== To do ==
Your answer should be the records again, unchanged in wording and free of images.

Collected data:

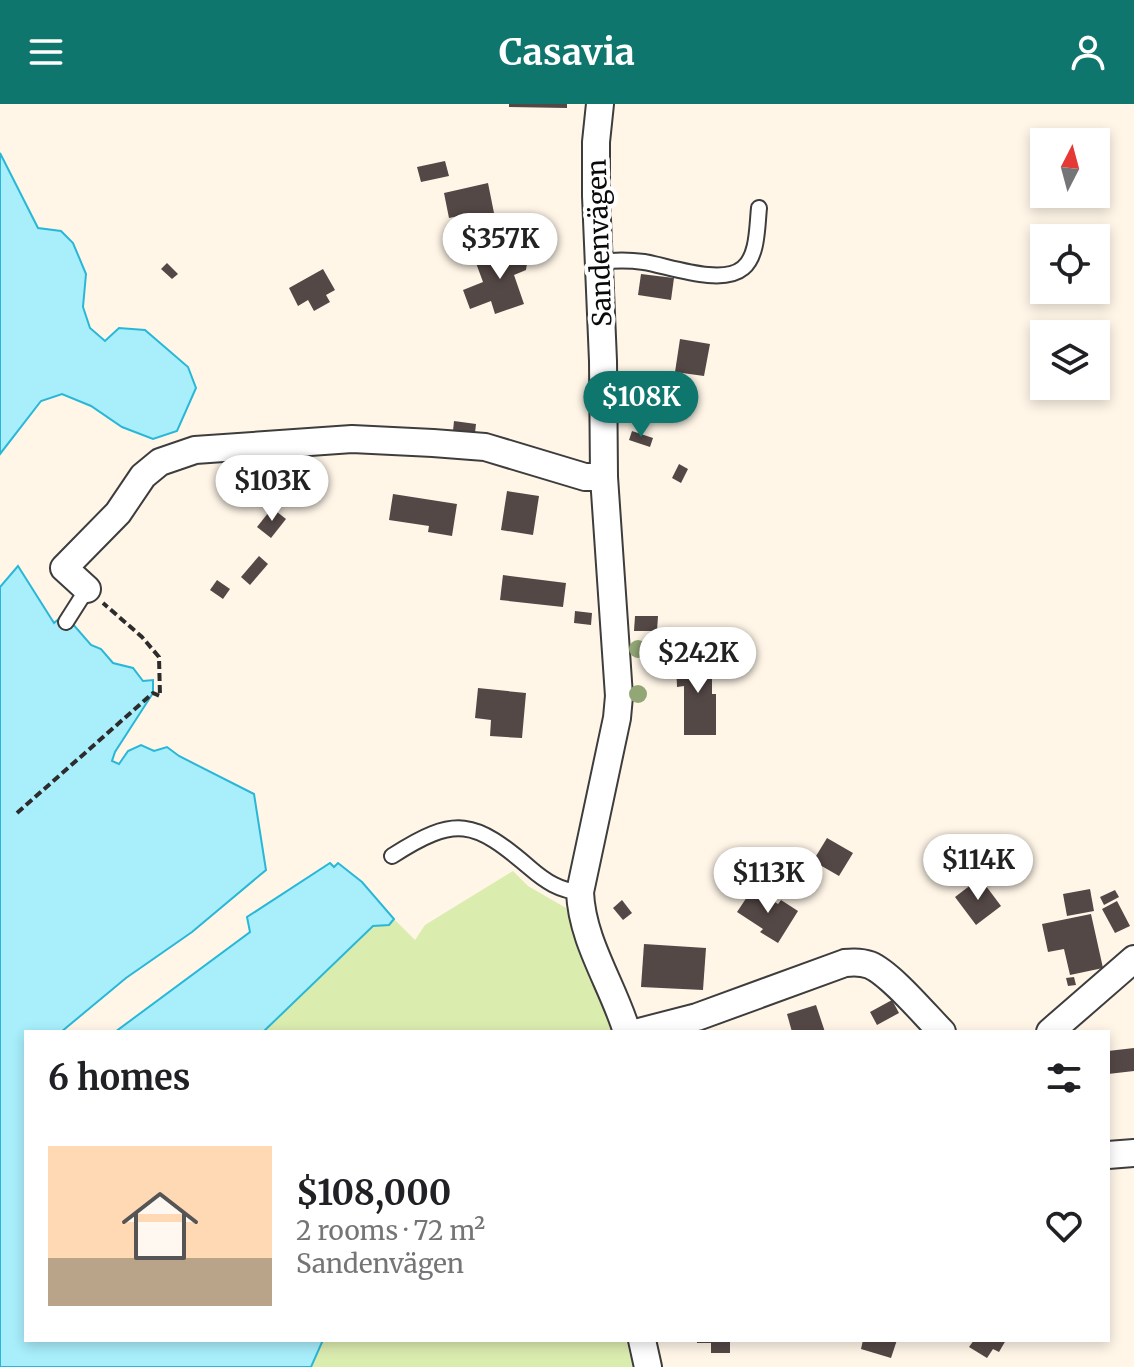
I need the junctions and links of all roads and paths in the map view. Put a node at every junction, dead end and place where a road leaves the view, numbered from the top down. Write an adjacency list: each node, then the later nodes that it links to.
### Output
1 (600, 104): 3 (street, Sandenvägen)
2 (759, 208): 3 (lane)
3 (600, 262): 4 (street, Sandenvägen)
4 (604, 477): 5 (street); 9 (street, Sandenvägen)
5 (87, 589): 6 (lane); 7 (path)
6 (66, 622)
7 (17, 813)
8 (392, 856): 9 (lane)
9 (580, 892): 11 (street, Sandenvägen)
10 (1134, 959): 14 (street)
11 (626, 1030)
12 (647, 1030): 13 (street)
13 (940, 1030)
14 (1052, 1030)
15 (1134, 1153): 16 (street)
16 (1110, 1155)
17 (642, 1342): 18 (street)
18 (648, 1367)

== Result of the exercise ==
I need the junctions and links of all roads and paths in the map view. Put a node at every junction, dead end and place where a road leaves the view, numbered from the top down. Write an adjacency list: each node, then the later nodes that it links to.
### Output
1 (600, 104): 3 (street, Sandenvägen)
2 (759, 208): 3 (lane)
3 (600, 262): 4 (street, Sandenvägen)
4 (604, 477): 5 (street); 9 (street, Sandenvägen)
5 (87, 589): 6 (lane); 7 (path)
6 (66, 622)
7 (17, 813)
8 (392, 856): 9 (lane)
9 (580, 892): 11 (street, Sandenvägen)
10 (1134, 959): 14 (street)
11 (626, 1030)
12 (647, 1030): 13 (street)
13 (940, 1030)
14 (1052, 1030)
15 (1134, 1153): 16 (street)
16 (1110, 1155)
17 (642, 1342): 18 (street)
18 (648, 1367)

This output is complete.